Article VI, Clause 2:
This Constitution, and the Laws of the United States which shall be made in Pursuance thereof; and all Treaties made, or which shall be made, under the Authority of the United States, shall be the supreme Law of the Land; and the Judges in every State shall be bound thereby, any Thing in the Constitution or Laws of any State to the Contrary notwithstanding.

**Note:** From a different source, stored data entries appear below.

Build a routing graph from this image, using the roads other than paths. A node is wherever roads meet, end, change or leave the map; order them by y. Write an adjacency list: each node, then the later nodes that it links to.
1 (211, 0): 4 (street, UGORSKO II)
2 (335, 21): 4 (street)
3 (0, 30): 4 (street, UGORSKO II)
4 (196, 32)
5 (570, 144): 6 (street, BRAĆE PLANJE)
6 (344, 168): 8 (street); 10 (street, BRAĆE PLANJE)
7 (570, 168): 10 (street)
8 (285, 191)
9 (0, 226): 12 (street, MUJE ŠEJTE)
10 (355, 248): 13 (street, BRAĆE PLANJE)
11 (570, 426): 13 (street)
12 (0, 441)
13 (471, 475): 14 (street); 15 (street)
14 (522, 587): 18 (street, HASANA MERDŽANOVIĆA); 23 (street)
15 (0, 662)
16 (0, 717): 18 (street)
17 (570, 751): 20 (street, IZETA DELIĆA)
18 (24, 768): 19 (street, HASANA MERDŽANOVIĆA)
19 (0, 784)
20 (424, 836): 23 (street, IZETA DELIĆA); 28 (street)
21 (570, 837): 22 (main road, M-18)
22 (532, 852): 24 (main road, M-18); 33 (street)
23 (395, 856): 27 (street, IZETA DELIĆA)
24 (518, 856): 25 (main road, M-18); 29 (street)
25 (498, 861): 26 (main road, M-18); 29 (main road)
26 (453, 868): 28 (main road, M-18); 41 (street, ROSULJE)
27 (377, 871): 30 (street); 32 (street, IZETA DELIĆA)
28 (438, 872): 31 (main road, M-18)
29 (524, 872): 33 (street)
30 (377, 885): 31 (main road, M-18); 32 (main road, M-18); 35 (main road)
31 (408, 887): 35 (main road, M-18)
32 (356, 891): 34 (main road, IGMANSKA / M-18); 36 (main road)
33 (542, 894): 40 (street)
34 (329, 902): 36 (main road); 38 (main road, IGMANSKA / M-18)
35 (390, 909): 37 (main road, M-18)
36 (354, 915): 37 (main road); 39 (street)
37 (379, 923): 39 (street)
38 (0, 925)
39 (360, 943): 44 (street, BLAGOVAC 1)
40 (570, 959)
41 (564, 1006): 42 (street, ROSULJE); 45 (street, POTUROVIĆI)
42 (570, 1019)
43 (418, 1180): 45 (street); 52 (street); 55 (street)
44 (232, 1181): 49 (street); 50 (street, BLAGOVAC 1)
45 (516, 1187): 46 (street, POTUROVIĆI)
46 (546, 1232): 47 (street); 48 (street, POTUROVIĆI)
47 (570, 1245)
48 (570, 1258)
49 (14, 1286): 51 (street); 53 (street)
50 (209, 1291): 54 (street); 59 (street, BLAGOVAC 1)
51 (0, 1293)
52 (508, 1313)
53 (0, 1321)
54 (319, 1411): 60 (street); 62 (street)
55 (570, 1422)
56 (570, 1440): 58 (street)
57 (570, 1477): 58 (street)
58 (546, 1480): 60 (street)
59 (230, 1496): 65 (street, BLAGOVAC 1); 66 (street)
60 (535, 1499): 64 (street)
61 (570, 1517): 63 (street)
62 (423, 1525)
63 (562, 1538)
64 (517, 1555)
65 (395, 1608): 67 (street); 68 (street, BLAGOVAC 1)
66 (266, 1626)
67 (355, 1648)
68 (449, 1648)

Five years after the decision in McCulloch v. Maryland that a state may not tax an instrumentality of the Federal Government, the Court was asked to and did reexamine the entire question in Osborn v. Bank of the United States. 1 In that case counsel for the State of Ohio, whose attempt to tax the Bank was challenged, put forward two arguments of great importance. In the first place it was
contended, that, admitting Congress to possess the power, this exemption ought to have been expressly asserted in the act of incorporation; and not being expressed, ought not to be implied by the Court. 2 To which Marshall replied:
It is no unusual thing for an act of Congress to imply, without expressing, this very exemption from state control, which is said to be so objectionable in this instance. 3 Secondly, the appellants relied
greatly on the distinction between the bank and the public institutions, such as the mint or the post office. The agents in those offices are, it is said, officers of government. . . . Not so the directors of the bank. The connection of the government with the bank, is likened to that with contractors. 4 Marshall accepted this analogy but not to the advantage of the appellants. He simply indicated that all contractors who dealt with the government were entitled to immunity from taxation upon such transactions. 5 Thus, not only was the decision of McCulloch v. Maryland reaffirmed but the foundation was laid for the vast expansion of the principle of immunity that was to follow in the succeeding decades.